Rendez-vous astral
- Stan Dell

- 7 févr. 2022
- 3 min de lecture
Dernière mise à jour : 26 mars 2022

« Monsieur Soleil, n’oubliez pas votre rendez-vous chez Madame Lune ! » m’avertit Charles. Je remercie mon majordome de m’avoir rappelé mon rituel majeur d’homme.
Une dernière touche à ma préparation et me voici dehors. Le ciel est nuageux, personne ne me voit et je ne vois personne.
Arrivé à destination, le clerc de Madame Lune me dit qu’elle n’est pas là. En l’attendant, je pense aux paroles de Charles : « Ici-bas, souvent chacun pour sa chacune, chacun doit en faire autant ».
J’attends encore. Puis le clerc me dit que Madame Lune est là mais moi, je ne la vois pas. Je suppose que pour la trouver il faut la nuit et moi je luis. Je décide de me mettre en veilleuse quand soudain elle apparait, majestueuse. J’admire ses rondeurs et sa coiffure plantée d’un petit drapeau étoilé.
Il faut que nous parlions me dit-elle !
Que se passe-t-il ?
J'en ai assez de ces tours de terre à tort de nuitarde. Je veux exister autrement.
J’en déduis que cela ne pense pas rond chez elle. Elle est mal lunée.
Mais le monde vous aime, Madame Lune.
Vous parlez de ceux qui encensent la nuit sans faire cas de mes absences.
Moi je la déteste ! Qu’elle arrive et on ne parle que de votre coucher, qu’elle s’en aille et seul compte votre prochain lever. Il n’y en a que par elle pour vous, par vous pour elle.
Seriez-vous jalouse de moi Madame Lune ?
Je cherche ma place, mon territoire.
Vous êtes un cas d'astre à vous seule.
Sa peau se plisse de mille cratères. Elle devient sombre, presque menaçante.
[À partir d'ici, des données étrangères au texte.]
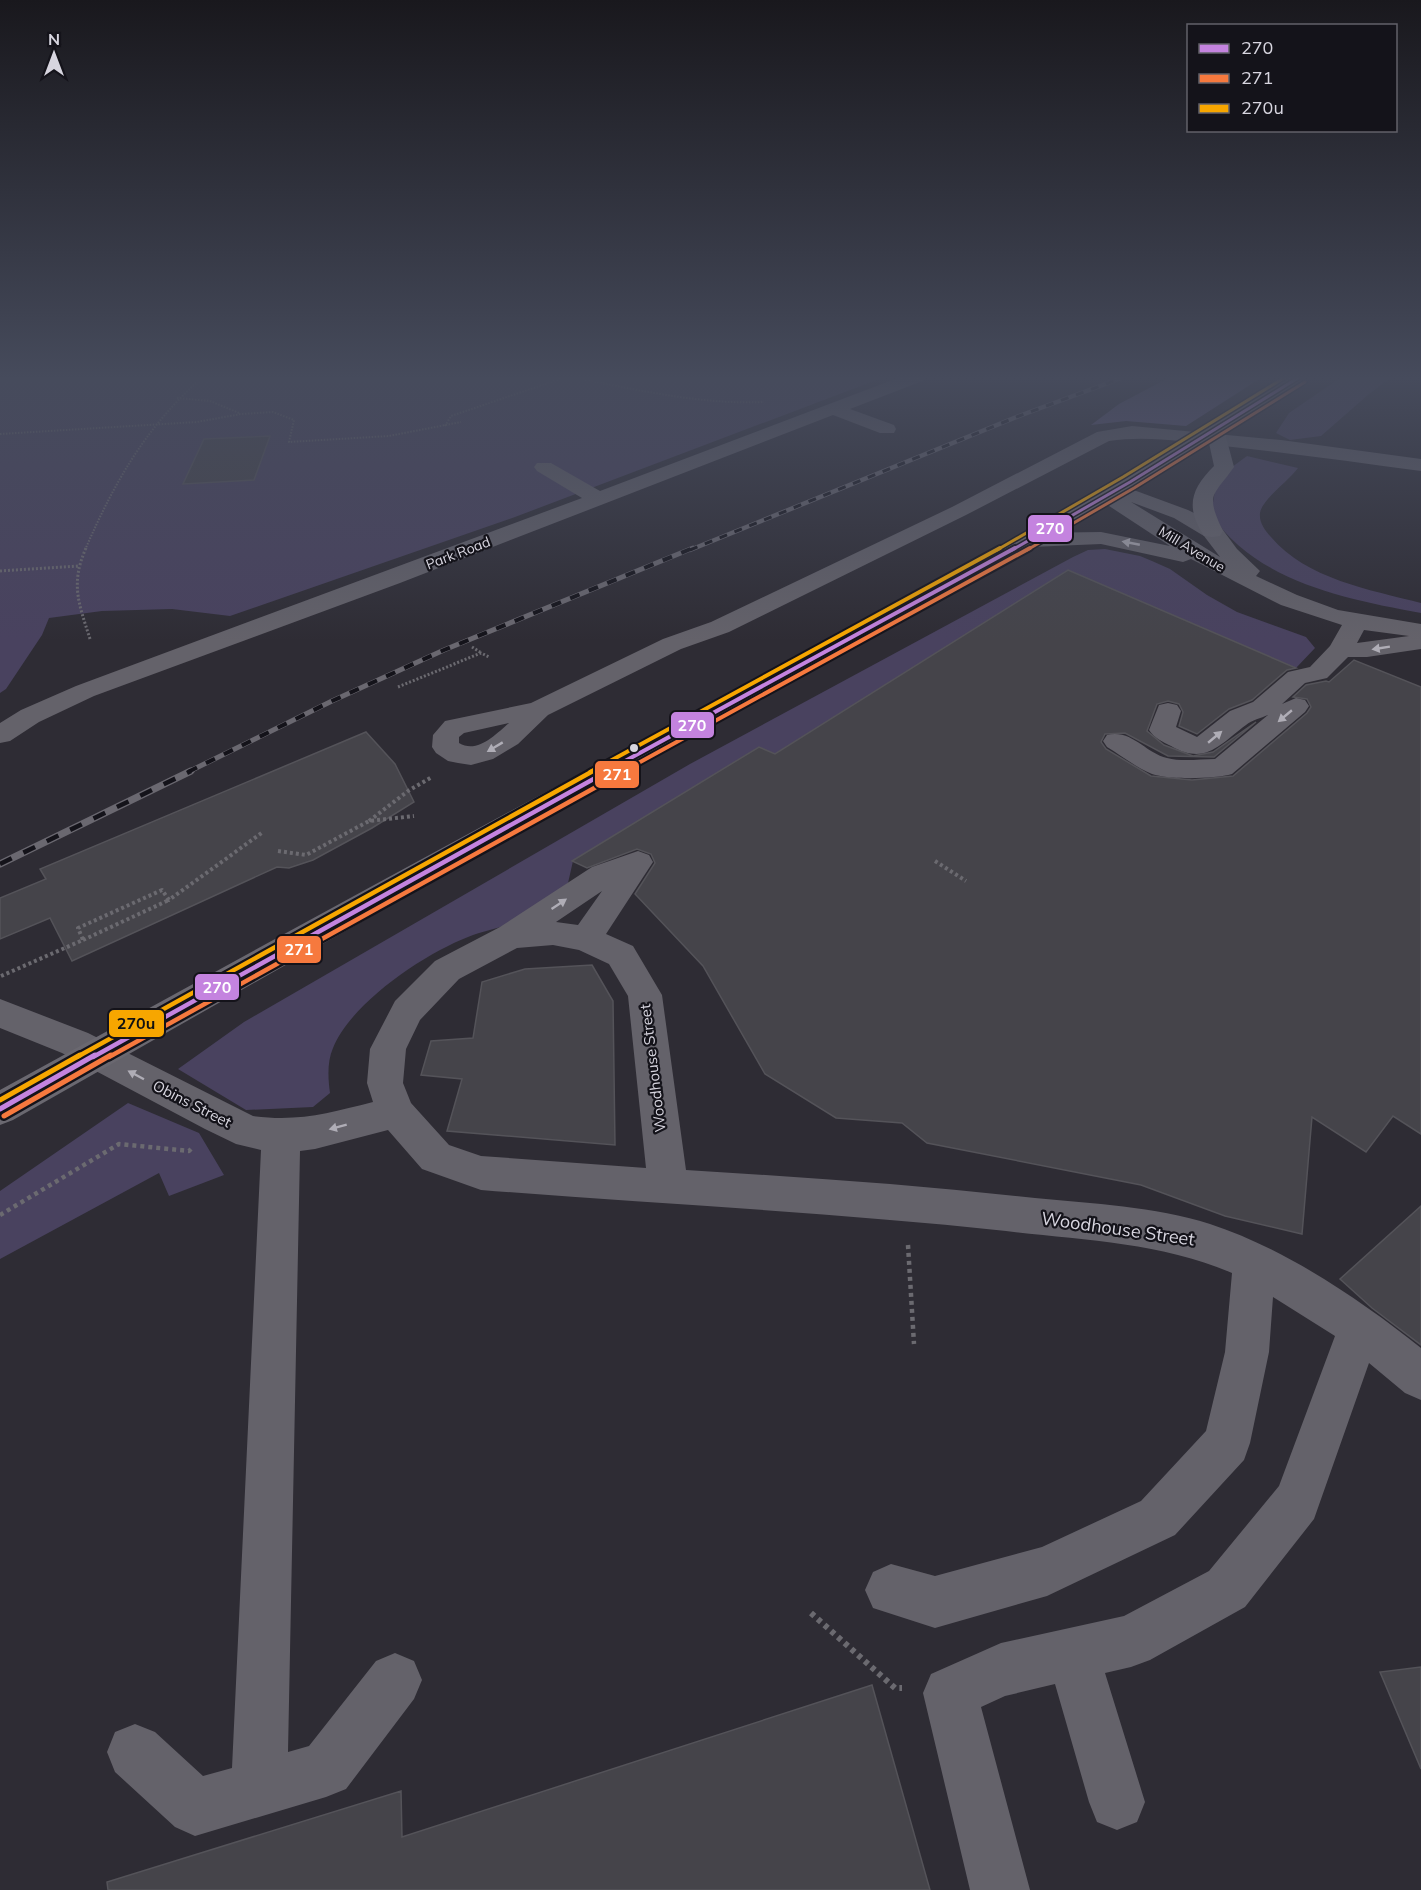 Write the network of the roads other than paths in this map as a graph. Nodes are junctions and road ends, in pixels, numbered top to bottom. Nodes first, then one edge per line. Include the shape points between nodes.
1 (690, 464) edge
2 (1048, 464) edge
3 (1163, 464) edge
4 (1224, 464) edge
5 (1358, 464) edge
6 (544, 467) dead end
7 (1359, 479) dead end
8 (1113, 493) junction
9 (599, 499) junction
10 (1212, 531) junction
11 (1031, 540) junction
12 (1208, 561) junction
13 (1280, 595) junction
14 (1356, 621) junction
15 (1421, 631) edge
16 (1421, 642) edge
17 (1341, 650) junction
18 (1318, 673) junction
19 (540, 710) dead end
20 (1168, 711) dead end
21 (0, 735) edge
22 (1118, 741) dead end
23 (511, 936) junction
24 (586, 939) junction
25 (0, 1013) edge
26 (0, 1109) edge
27 (394, 1112) junction
28 (281, 1136) junction
29 (668, 1187) junction
30 (1254, 1262) junction
31 (1360, 1327) junction
32 (1421, 1377) edge
33 (891, 1590) dead end
34 (1073, 1655) junction
35 (395, 1680) dead end
36 (135, 1752) dead end
37 (259, 1788) junction
38 (1117, 1802) dead end
39 (1000, 1890) edge

1 - 9 street, Park Road
2 - 19 street via 720,627 672,644
3 - 8 highway
4 - 10 highway via 1204,487 1202,511
5 - 7 street
6 - 9 street
8 - 10 street, Mill Avenue via 1181,514
8 - 11 highway
8 - 12 street, Mill Avenue
9 - 21 street, Park Road via 85,691 30,716
10 - 13 street, Mill Avenue via 1243,567
12 -> 11 street via 1101,538
11 - 26 highway via 393,887
12 - 13 street, Mill Avenue
13 - 14 street, Mill Avenue via 1316,611
14 - 15 street, Mill Avenue
14 - 17 street
16 -> 17 street
17 - 18 street
20 -> 18 street via 1162,730 1196,747 1208,743 1239,717 1262,708 1297,677
18 -> 22 street via 1320,685 1222,768 1161,767
23 - 24 street, Woodhouse Street via 553,933
23 -> 24 street via 603,875 638,862
23 - 27 street, Woodhouse Street via 447,970 407,1011 388,1049 386,1083
24 - 29 street, Woodhouse Street via 621,955 645,995
28 -> 25 street, Obins Street via 250,1132 218,1118 75,1043
27 -> 28 street, Obins Street via 315,1133
27 - 29 street, Woodhouse Street via 436,1157 481,1173
28 - 37 street
29 - 30 street, Woodhouse Street via 906,1202 1135,1227 1209,1242
30 - 31 street, Woodhouse Street
30 - 33 street via 1247,1352 1227,1443 1158,1518 1047,1571 935,1602
31 - 32 street, Woodhouse Street
31 - 34 street via 1297,1502 1227,1589 1131,1641
34 - 38 street
34 - 39 street via 1001,1670 950,1693
35 - 37 street via 326,1769
36 - 37 street via 195,1807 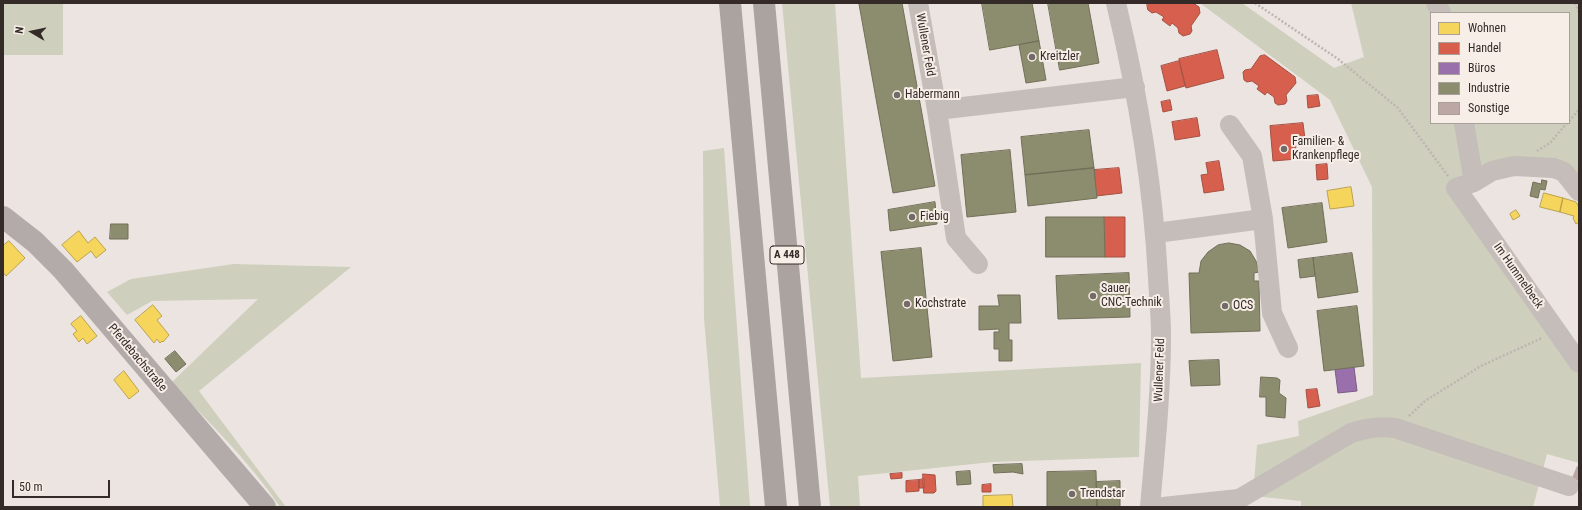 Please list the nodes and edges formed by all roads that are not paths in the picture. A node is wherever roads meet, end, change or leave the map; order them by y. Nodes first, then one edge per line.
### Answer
1 (730, 3) edge
2 (764, 3) edge
3 (918, 3) edge
4 (1116, 3) edge
5 (1436, 3) edge
6 (1440, 12) edge
7 (1135, 87) junction
8 (937, 110) junction
9 (1230, 124) dead end
10 (1464, 124) edge
11 (1465, 185) junction
12 (1579, 191) edge
13 (3, 217) edge
14 (1263, 219) junction
15 (1156, 233) junction
16 (978, 264) dead end
17 (1288, 348) dead end
18 (1579, 364) edge
19 (1569, 486) dead end
20 (265, 507) edge
21 (776, 507) edge
22 (810, 507) edge
23 (1156, 507) edge

1 - 21 highway, A 448
2 - 22 highway, A 448
3 - 8 street, Wullener Feld
4 - 7 street, Wullener Feld
5 - 6 street
7 - 8 street
7 - 15 street, Wullener Feld
8 - 16 street, Wullener Feld
9 - 14 street
10 - 11 street
11 - 12 street
11 - 18 street, Im Hummelbeck
13 - 20 main road, Pferdebachstraße
14 - 15 street
14 - 17 street
15 - 23 street, Wullener Feld
19 - 23 street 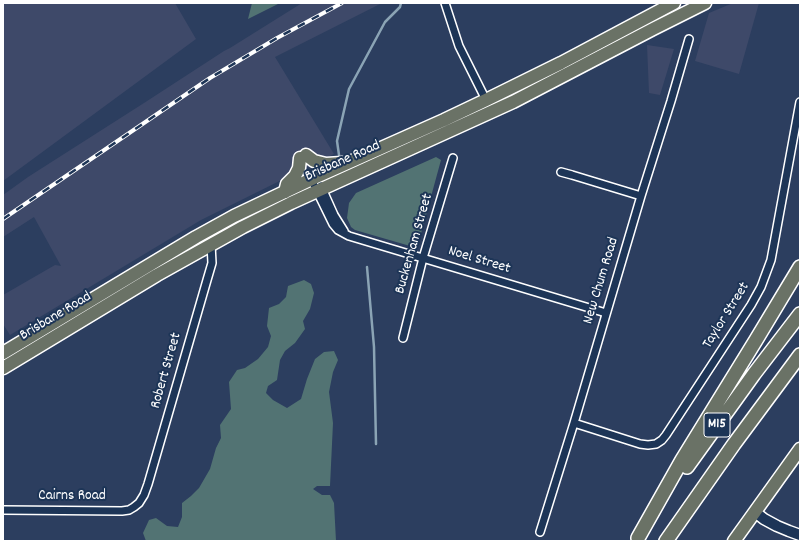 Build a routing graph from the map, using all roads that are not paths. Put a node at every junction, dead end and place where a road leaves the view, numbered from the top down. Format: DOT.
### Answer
graph roads {
  1 [pos="445,3"];
  2 [pos="674,3"];
  3 [pos="705,3"];
  4 [pos="689,39"];
  5 [pos="486,100"];
  6 [pos="800,102"];
  7 [pos="453,158"];
  8 [pos="345,164"];
  9 [pos="561,172"];
  10 [pos="314,178"];
  11 [pos="319,190"];
  12 [pos="285,192"];
  13 [pos="641,196"];
  14 [pos="211,244"];
  15 [pos="423,258"];
  16 [pos="800,267"];
  17 [pos="606,313"];
  18 [pos="800,314"];
  19 [pos="403,338"];
  20 [pos="3,353"];
  21 [pos="800,355"];
  22 [pos="3,368"];
  23 [pos="574,423"];
  24 [pos="800,449"];
  25 [pos="139,503"];
  26 [pos="3,510"];
  27 [pos="755,512"];
  28 [pos="540,532"];
  29 [pos="800,534"];
  30 [pos="637,540"];
  31 [pos="666,541"];
  32 [pos="734,541"];
  1 -- 5 [label="street"];
  2 -- 5 [label="main road, Brisbane Road"];
  3 -- 11 [label="main road, Brisbane Road"];
  4 -- 13 [label="street, New Chum Road"];
  5 -- 8 [label="main road, Brisbane Road"];
  6 -- 23 [label="street, Taylor Street"];
  7 -- 15 [label="street, Buckenham Street"];
  8 -- 10 [label="main road, Brisbane Road"];
  8 -- 12 [label="main road"];
  9 -- 13 [label="street"];
  10 -- 11 [label="street, Noel Street"];
  10 -- 12 [label="main road, Brisbane Road"];
  11 -- 14 [label="main road, Brisbane Road"];
  11 -- 15 [label="street, Noel Street"];
  12 -- 20 [label="main road, Brisbane Road"];
  13 -- 17 [label="street, New Chum Road"];
  14 -- 22 [label="main road, Brisbane Road"];
  14 -- 25 [label="street, Robert Street"];
  15 -- 17 [label="street, Noel Street"];
  15 -- 19 [label="street, Buckenham Street"];
  16 -- 30 [label="highway"];
  17 -- 23 [label="street, New Chum Road"];
  18 -- 30 [label="highway, M15"];
  21 -- 31 [label="highway, M15"];
  23 -- 28 [label="street, New Chum Road"];
  24 -- 27 [label="main road"];
  25 -- 26 [label="street, Cairns Road"];
  27 -- 29 [label="street"];
  27 -- 32 [label="main road"];
} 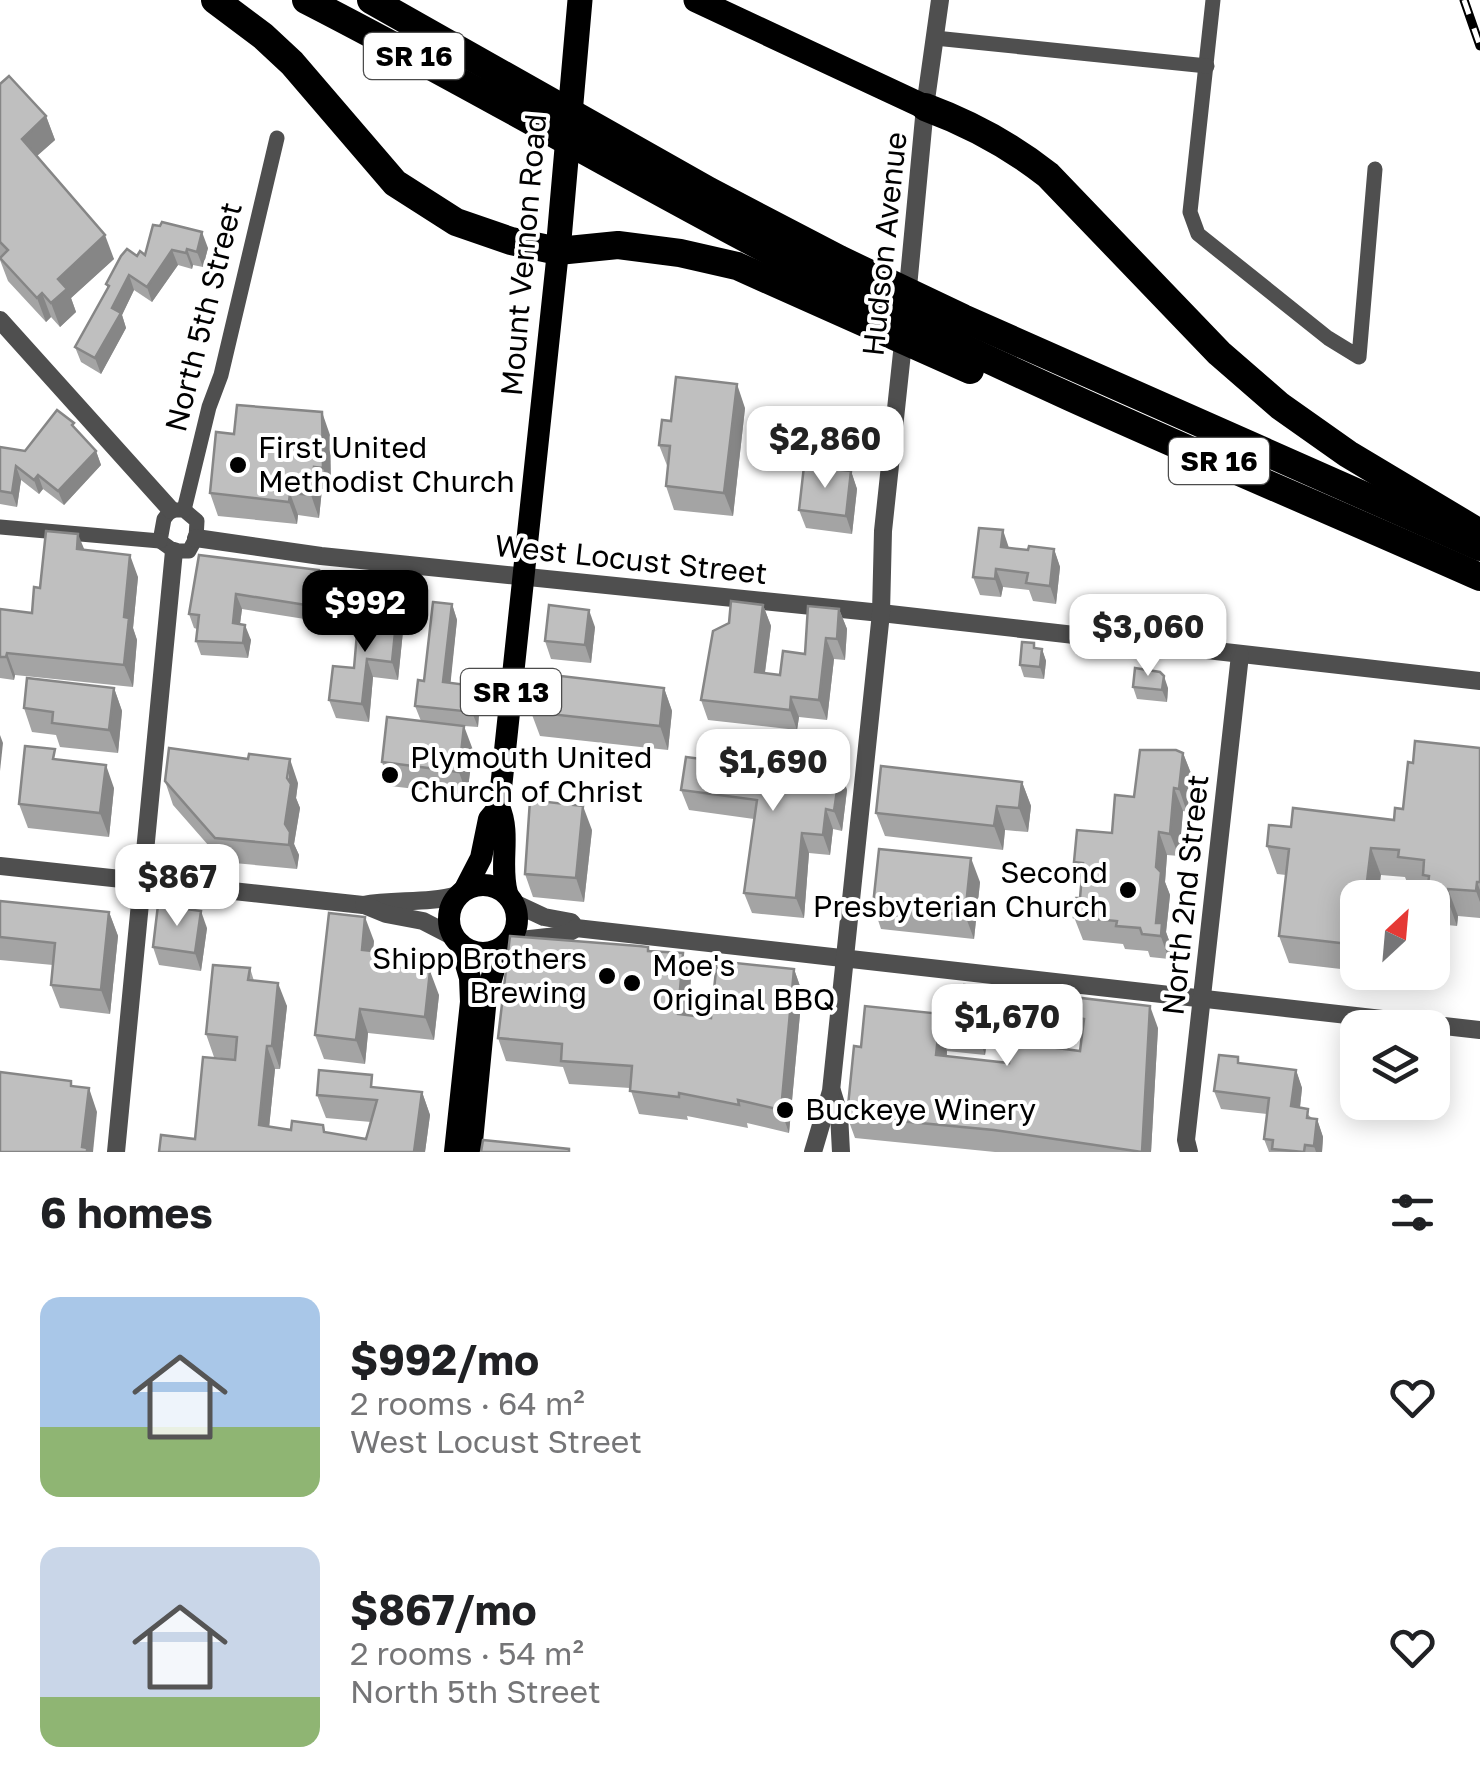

Vous me faites de l'ombre Monsieur Soleil.
C'est bien la première fois
Cessez de briller, l'espace d'un jour qui se fera nuit.
Que je m’éclipse ?
C'est cela. Entre nuit et jour, on ne verra que Lune et on oubliera l'autre que vous êtes.On parlera de mes allers, de mes venues, de mes quarts voire de mes écarts.
Vos écarts ?
Le sourire lui revient, sa voix se fait plus claire, son regard enjôleur. Elle approche son visage du mien. Il semble que j’exerce une attraction certaine sur elle. Elle poursuit en murmurant :
Prêtez-moi vos rayons, donnez-moi je jour !
Vous voulez naître ?
Non, je veux être !
Elle se blottit contre moi. Je disparais dans ses bras. Nous restons ainsi des nuits et des nuits. Mes ébats avec Madame Lune vont croissant. Les étoiles de son drapeau scintillent comme les eaux de Pampelune sous le feu de mes rayons. Ses yeux menacent de quitter leur orbite lunaire. Je ne pense plus, je suis dans la lune.
Plus tard, me revoici en pleine conscience. Je ne sais combien de temps cette étreinte astronomique aura duré. Je suis épuisé. Ma compagne d’une nuit sans fin rayonne d’une énergie d’enfant.
Je suis une autre planète me dit-elle.
À quoi voyez-vous cela ?
L'univers tourne autour de moi.
Me voyant à demi éteint, elle me raccompagne jusqu’à sa porte et je file. Je ne suis qu’une pauvre étoile après tout. Dehors tout est plat, net et sombre. J’ai perdu mes rayons mais je découvre la nuit.
À mon retour, je suis accueilli par Charles.
Je vous croyais perdu à tout jamais. Pourquoi vous être éclipsé si longtemps ?
Le temps n’existe plus, les jours ont disparu.
Votre amie Madame Terre est furieuse.
Je sais, elle se languit de moi.
Oui, elle se meurt dans cette nuit sans fin.
Par mes absences de tant de jours, je nuis.
Nicoletta, sa gouvernante dit que vous êtes mort.
Elle n'a pas tort. Madame Lune a pris le pouvoir, s'en est fini de nos jours.
Consolez-vous Monsieur, la nuit va réveiller nos sens ! Nous entendrons encore la mer danser le long des golfs clairs, sentiront les jardins extraordinaires. Et surtout, n’ayez crainte, votre cœur fera toujours boum pour ce qu’il reste de vos amours.